Provided records:

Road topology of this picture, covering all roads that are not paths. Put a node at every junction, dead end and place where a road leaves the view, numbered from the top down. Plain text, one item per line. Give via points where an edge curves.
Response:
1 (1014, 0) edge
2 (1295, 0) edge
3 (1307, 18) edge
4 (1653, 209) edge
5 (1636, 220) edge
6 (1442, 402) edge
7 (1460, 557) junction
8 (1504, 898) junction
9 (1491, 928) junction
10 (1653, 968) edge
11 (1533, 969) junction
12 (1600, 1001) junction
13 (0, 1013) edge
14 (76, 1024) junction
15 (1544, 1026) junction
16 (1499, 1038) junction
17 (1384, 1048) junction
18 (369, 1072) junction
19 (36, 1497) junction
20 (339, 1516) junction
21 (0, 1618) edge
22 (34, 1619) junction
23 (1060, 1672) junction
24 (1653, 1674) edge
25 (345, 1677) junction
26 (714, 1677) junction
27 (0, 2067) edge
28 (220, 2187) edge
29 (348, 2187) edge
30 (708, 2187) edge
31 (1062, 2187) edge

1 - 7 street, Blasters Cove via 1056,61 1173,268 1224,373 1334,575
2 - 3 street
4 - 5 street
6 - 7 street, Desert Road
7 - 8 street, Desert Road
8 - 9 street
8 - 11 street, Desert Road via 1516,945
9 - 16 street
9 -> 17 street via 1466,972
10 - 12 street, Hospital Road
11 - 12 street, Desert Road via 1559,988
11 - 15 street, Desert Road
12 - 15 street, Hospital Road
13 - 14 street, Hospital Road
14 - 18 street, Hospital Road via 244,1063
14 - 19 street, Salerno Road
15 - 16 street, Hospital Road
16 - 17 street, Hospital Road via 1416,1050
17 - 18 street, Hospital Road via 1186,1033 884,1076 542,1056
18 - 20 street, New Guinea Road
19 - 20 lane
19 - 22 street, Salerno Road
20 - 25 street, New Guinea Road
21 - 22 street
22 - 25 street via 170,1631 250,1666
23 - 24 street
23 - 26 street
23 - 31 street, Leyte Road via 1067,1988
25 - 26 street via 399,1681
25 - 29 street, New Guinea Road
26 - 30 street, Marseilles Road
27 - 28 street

To do: Every line holding the word "Hospital" should be copied out of the records above.

Finished task:
10 - 12 street, Hospital Road
12 - 15 street, Hospital Road
13 - 14 street, Hospital Road
14 - 18 street, Hospital Road via 244,1063
15 - 16 street, Hospital Road
16 - 17 street, Hospital Road via 1416,1050
17 - 18 street, Hospital Road via 1186,1033 884,1076 542,1056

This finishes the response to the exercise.